(Task description) The records below are to be set down word for word, with every picture left out.

(Entries supplied)
########

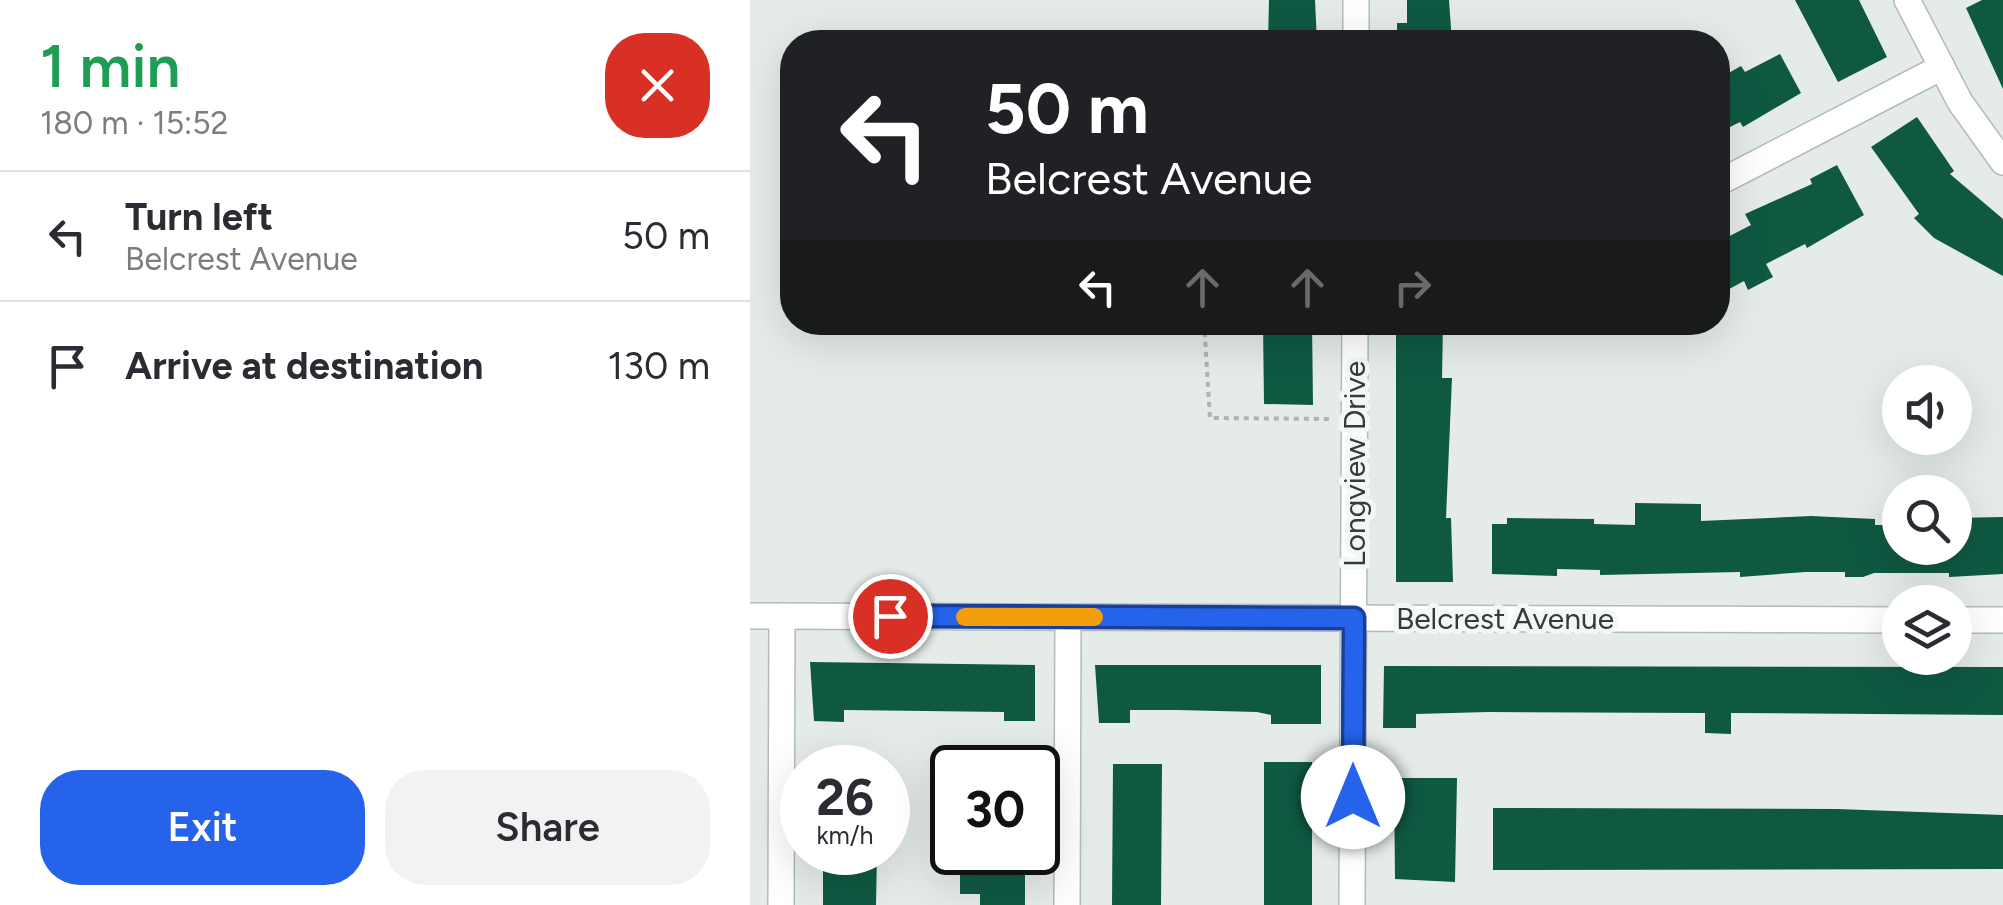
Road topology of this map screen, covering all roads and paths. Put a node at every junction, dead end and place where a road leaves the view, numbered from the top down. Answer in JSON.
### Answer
{"nodes":[{"id":1,"x":1356,"y":0,"type":"edge"},
{"id":2,"x":1907,"y":0,"type":"edge"},
{"id":3,"x":1356,"y":30,"type":"edge"},
{"id":4,"x":1942,"y":67,"type":"junction"},
{"id":5,"x":2003,"y":162,"type":"edge"},
{"id":6,"x":1730,"y":177,"type":"edge"},
{"id":7,"x":1205,"y":335,"type":"edge"},
{"id":8,"x":1354,"y":335,"type":"edge"},
{"id":9,"x":1354,"y":419,"type":"junction"},
{"id":10,"x":750,"y":616,"type":"edge"},
{"id":11,"x":782,"y":616,"type":"junction"},
{"id":12,"x":1068,"y":617,"type":"junction"},
{"id":13,"x":1354,"y":618,"type":"junction"},
{"id":14,"x":1882,"y":620,"type":"edge"},
{"id":15,"x":1972,"y":620,"type":"edge"},
{"id":16,"x":2003,"y":620,"type":"edge"},
{"id":17,"x":781,"y":905,"type":"edge"},
{"id":18,"x":1066,"y":905,"type":"edge"},
{"id":19,"x":1352,"y":905,"type":"edge"}],
"edges":[{"from":1,"to":3,"type":"street"},
{"from":2,"to":4,"type":"street"},
{"from":4,"to":5,"type":"street"},
{"from":4,"to":6,"type":"street"},
{"from":7,"to":9,"type":"path"},
{"from":8,"to":9,"type":"street","name":"Longview Drive"},
{"from":9,"to":13,"type":"street","name":"Longview Drive"},
{"from":10,"to":11,"type":"street","name":"Belcrest Avenue"},
{"from":11,"to":12,"type":"street","name":"Belcrest Avenue"},
{"from":11,"to":17,"type":"street"},
{"from":12,"to":13,"type":"street","name":"Belcrest Avenue"},
{"from":12,"to":18,"type":"street"},
{"from":13,"to":14,"type":"street","name":"Belcrest Avenue"},
{"from":13,"to":19,"type":"street","name":"Longview Drive"},
{"from":15,"to":16,"type":"street"}]}
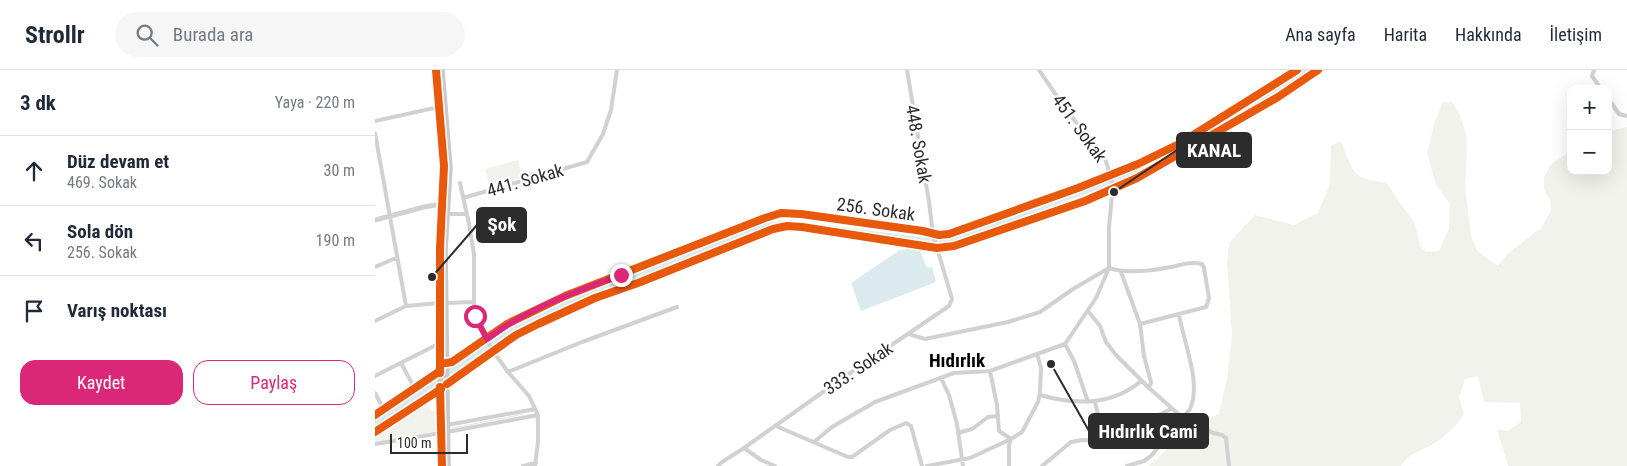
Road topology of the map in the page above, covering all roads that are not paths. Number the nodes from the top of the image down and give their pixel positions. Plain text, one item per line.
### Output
1 (436, 70) edge
2 (442, 70) edge
3 (617, 70) edge
4 (907, 70) edge
5 (1039, 70) edge
6 (1297, 70) edge
7 (1318, 70) edge
8 (1594, 70) edge
9 (1598, 85) edge
10 (1612, 104) edge
11 (439, 107) junction
12 (1627, 116) edge
13 (375, 121) edge
14 (375, 133) edge
15 (376, 145) edge
16 (381, 176) junction
17 (1111, 176) junction
18 (375, 178) edge
19 (460, 182) dead end
20 (1112, 187) junction
21 (463, 198) junction
22 (442, 204) junction
23 (447, 214) junction
24 (467, 214) junction
25 (390, 216) junction
26 (375, 220) edge
27 (933, 235) junction
28 (937, 247) junction
29 (396, 258) junction
30 (375, 267) edge
31 (1109, 268) junction
32 (1121, 272) junction
33 (473, 302) junction
34 (446, 303) junction
35 (439, 304) junction
36 (406, 306) junction
37 (677, 307) dead end
38 (1088, 311) junction
39 (1179, 314) junction
40 (375, 321) edge
41 (1140, 324) junction
42 (909, 334) junction
43 (487, 340) junction
44 (440, 343) junction
45 (1065, 344) junction
46 (493, 350) junction
47 (1037, 354) junction
48 (401, 362) junction
49 (443, 369) junction
50 (990, 371) junction
51 (508, 372) junction
52 (375, 376) edge
53 (941, 378) junction
54 (1141, 380) junction
55 (443, 385) junction
56 (414, 388) junction
57 (1149, 388) junction
58 (375, 393) edge
59 (1039, 395) junction
60 (1088, 402) junction
61 (1095, 402) junction
62 (383, 408) junction
63 (535, 409) junction
64 (1171, 409) junction
65 (375, 415) edge
66 (538, 415) junction
67 (997, 416) junction
68 (1183, 418) junction
69 (776, 426) junction
70 (445, 430) junction
71 (375, 432) edge
72 (958, 433) junction
73 (1011, 439) junction
74 (1104, 441) junction
75 (814, 442) junction
76 (375, 444) edge
77 (744, 448) junction
78 (961, 460) junction
79 (535, 464) edge
80 (442, 466) edge
81 (448, 466) edge
82 (523, 466) edge
83 (718, 466) edge
84 (775, 466) edge
85 (922, 466) edge
86 (927, 466) edge
87 (963, 466) edge
88 (1009, 466) edge
89 (1042, 466) edge
90 (1127, 466) edge
91 (1229, 466) edge

1 - 11 main road
2 - 23 main road
3 - 21 street, 441. Sokak
4 - 27 street, 448. Sokak
5 - 17 street, 451. Sokak
6 - 17 street, 256. Sokak
7 - 20 street
8 - 9 street
10 - 12 street
11 - 13 street
11 - 22 main road
14 - 15 street
15 - 16 street
16 - 18 street
16 - 25 street
17 - 20 street, 451. Sokak
17 - 27 street, 256. Sokak
19 - 21 street
20 - 28 street
20 - 31 street, 451. Sokak
21 - 24 street
22 - 25 street
22 - 35 main road
23 - 24 street
23 - 34 main road
24 - 33 street
25 - 26 street
25 - 29 street
27 - 28 street, 448. Sokak
27 - 43 street, 256. Sokak
28 - 42 street, 333. Sokak
28 - 46 street
29 - 30 street
29 - 36 street
31 - 32 street
31 - 38 street
31 - 42 street
32 - 39 street
32 - 41 street
33 - 34 street
33 - 43 street
34 - 49 main road
35 - 36 street
35 - 44 main road
36 - 40 street
37 - 51 street
38 - 45 street
38 - 54 street
39 - 41 street
39 - 68 street
41 - 57 street
42 - 69 street, 333. Sokak
43 - 46 street
43 - 49 street, 256. Sokak
44 - 48 street
44 - 49 main road
45 - 47 street
45 - 60 street
46 - 51 street
46 - 55 street
47 - 50 street
47 - 59 street
48 - 52 street
48 - 56 street
49 - 55 main road
49 - 56 street, 256. Sokak
50 - 53 street
50 - 67 street
51 - 63 street
53 - 72 street
53 - 75 street
54 - 57 street
54 - 61 street
55 - 70 main road
55 - 70 main road
55 - 71 street
56 - 62 street, 256. Sokak
57 - 64 street
58 - 62 street
59 - 60 street
59 - 73 street
60 - 61 street
61 - 74 street
62 - 65 street, 256. Sokak
63 - 66 street
63 - 70 street
64 - 68 street
64 - 74 street
66 - 70 street
66 - 79 street
67 - 72 street
67 - 73 street
68 - 90 street
68 - 91 street
69 - 75 street
69 - 77 street, 333. Sokak
70 - 76 street
70 - 80 main road
70 - 81 main road
72 - 78 street
73 - 78 street
73 - 88 street
74 - 89 street
75 - 85 street
77 - 83 street, 333. Sokak
77 - 84 street
78 - 86 street
78 - 87 street
79 - 82 street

########

(Task output)
Road topology of this map screen, covering all roads and paths. Put a node at every junction, dead end and place where a road leaves the view, numbered from the top down. Answer in JSON.
### Answer
{"nodes":[{"id":1,"x":1356,"y":0,"type":"edge"},
{"id":2,"x":1907,"y":0,"type":"edge"},
{"id":3,"x":1356,"y":30,"type":"edge"},
{"id":4,"x":1942,"y":67,"type":"junction"},
{"id":5,"x":2003,"y":162,"type":"edge"},
{"id":6,"x":1730,"y":177,"type":"edge"},
{"id":7,"x":1205,"y":335,"type":"edge"},
{"id":8,"x":1354,"y":335,"type":"edge"},
{"id":9,"x":1354,"y":419,"type":"junction"},
{"id":10,"x":750,"y":616,"type":"edge"},
{"id":11,"x":782,"y":616,"type":"junction"},
{"id":12,"x":1068,"y":617,"type":"junction"},
{"id":13,"x":1354,"y":618,"type":"junction"},
{"id":14,"x":1882,"y":620,"type":"edge"},
{"id":15,"x":1972,"y":620,"type":"edge"},
{"id":16,"x":2003,"y":620,"type":"edge"},
{"id":17,"x":781,"y":905,"type":"edge"},
{"id":18,"x":1066,"y":905,"type":"edge"},
{"id":19,"x":1352,"y":905,"type":"edge"}],
"edges":[{"from":1,"to":3,"type":"street"},
{"from":2,"to":4,"type":"street"},
{"from":4,"to":5,"type":"street"},
{"from":4,"to":6,"type":"street"},
{"from":7,"to":9,"type":"path"},
{"from":8,"to":9,"type":"street","name":"Longview Drive"},
{"from":9,"to":13,"type":"street","name":"Longview Drive"},
{"from":10,"to":11,"type":"street","name":"Belcrest Avenue"},
{"from":11,"to":12,"type":"street","name":"Belcrest Avenue"},
{"from":11,"to":17,"type":"street"},
{"from":12,"to":13,"type":"street","name":"Belcrest Avenue"},
{"from":12,"to":18,"type":"street"},
{"from":13,"to":14,"type":"street","name":"Belcrest Avenue"},
{"from":13,"to":19,"type":"street","name":"Longview Drive"},
{"from":15,"to":16,"type":"street"}]}
Road topology of the map in the page above, covering all roads that are not paths. Number the nodes from the top of the image down and give their pixel positions. Plain text, one item per line.
### Output
1 (436, 70) edge
2 (442, 70) edge
3 (617, 70) edge
4 (907, 70) edge
5 (1039, 70) edge
6 (1297, 70) edge
7 (1318, 70) edge
8 (1594, 70) edge
9 (1598, 85) edge
10 (1612, 104) edge
11 (439, 107) junction
12 (1627, 116) edge
13 (375, 121) edge
14 (375, 133) edge
15 (376, 145) edge
16 (381, 176) junction
17 (1111, 176) junction
18 (375, 178) edge
19 (460, 182) dead end
20 (1112, 187) junction
21 (463, 198) junction
22 (442, 204) junction
23 (447, 214) junction
24 (467, 214) junction
25 (390, 216) junction
26 (375, 220) edge
27 (933, 235) junction
28 (937, 247) junction
29 (396, 258) junction
30 (375, 267) edge
31 (1109, 268) junction
32 (1121, 272) junction
33 (473, 302) junction
34 (446, 303) junction
35 (439, 304) junction
36 (406, 306) junction
37 (677, 307) dead end
38 (1088, 311) junction
39 (1179, 314) junction
40 (375, 321) edge
41 (1140, 324) junction
42 (909, 334) junction
43 (487, 340) junction
44 (440, 343) junction
45 (1065, 344) junction
46 (493, 350) junction
47 (1037, 354) junction
48 (401, 362) junction
49 (443, 369) junction
50 (990, 371) junction
51 (508, 372) junction
52 (375, 376) edge
53 (941, 378) junction
54 (1141, 380) junction
55 (443, 385) junction
56 (414, 388) junction
57 (1149, 388) junction
58 (375, 393) edge
59 (1039, 395) junction
60 (1088, 402) junction
61 (1095, 402) junction
62 (383, 408) junction
63 (535, 409) junction
64 (1171, 409) junction
65 (375, 415) edge
66 (538, 415) junction
67 (997, 416) junction
68 (1183, 418) junction
69 (776, 426) junction
70 (445, 430) junction
71 (375, 432) edge
72 (958, 433) junction
73 (1011, 439) junction
74 (1104, 441) junction
75 (814, 442) junction
76 (375, 444) edge
77 (744, 448) junction
78 (961, 460) junction
79 (535, 464) edge
80 (442, 466) edge
81 (448, 466) edge
82 (523, 466) edge
83 (718, 466) edge
84 (775, 466) edge
85 (922, 466) edge
86 (927, 466) edge
87 (963, 466) edge
88 (1009, 466) edge
89 (1042, 466) edge
90 (1127, 466) edge
91 (1229, 466) edge

1 - 11 main road
2 - 23 main road
3 - 21 street, 441. Sokak
4 - 27 street, 448. Sokak
5 - 17 street, 451. Sokak
6 - 17 street, 256. Sokak
7 - 20 street
8 - 9 street
10 - 12 street
11 - 13 street
11 - 22 main road
14 - 15 street
15 - 16 street
16 - 18 street
16 - 25 street
17 - 20 street, 451. Sokak
17 - 27 street, 256. Sokak
19 - 21 street
20 - 28 street
20 - 31 street, 451. Sokak
21 - 24 street
22 - 25 street
22 - 35 main road
23 - 24 street
23 - 34 main road
24 - 33 street
25 - 26 street
25 - 29 street
27 - 28 street, 448. Sokak
27 - 43 street, 256. Sokak
28 - 42 street, 333. Sokak
28 - 46 street
29 - 30 street
29 - 36 street
31 - 32 street
31 - 38 street
31 - 42 street
32 - 39 street
32 - 41 street
33 - 34 street
33 - 43 street
34 - 49 main road
35 - 36 street
35 - 44 main road
36 - 40 street
37 - 51 street
38 - 45 street
38 - 54 street
39 - 41 street
39 - 68 street
41 - 57 street
42 - 69 street, 333. Sokak
43 - 46 street
43 - 49 street, 256. Sokak
44 - 48 street
44 - 49 main road
45 - 47 street
45 - 60 street
46 - 51 street
46 - 55 street
47 - 50 street
47 - 59 street
48 - 52 street
48 - 56 street
49 - 55 main road
49 - 56 street, 256. Sokak
50 - 53 street
50 - 67 street
51 - 63 street
53 - 72 street
53 - 75 street
54 - 57 street
54 - 61 street
55 - 70 main road
55 - 70 main road
55 - 71 street
56 - 62 street, 256. Sokak
57 - 64 street
58 - 62 street
59 - 60 street
59 - 73 street
60 - 61 street
61 - 74 street
62 - 65 street, 256. Sokak
63 - 66 street
63 - 70 street
64 - 68 street
64 - 74 street
66 - 70 street
66 - 79 street
67 - 72 street
67 - 73 street
68 - 90 street
68 - 91 street
69 - 75 street
69 - 77 street, 333. Sokak
70 - 76 street
70 - 80 main road
70 - 81 main road
72 - 78 street
73 - 78 street
73 - 88 street
74 - 89 street
75 - 85 street
77 - 83 street, 333. Sokak
77 - 84 street
78 - 86 street
78 - 87 street
79 - 82 street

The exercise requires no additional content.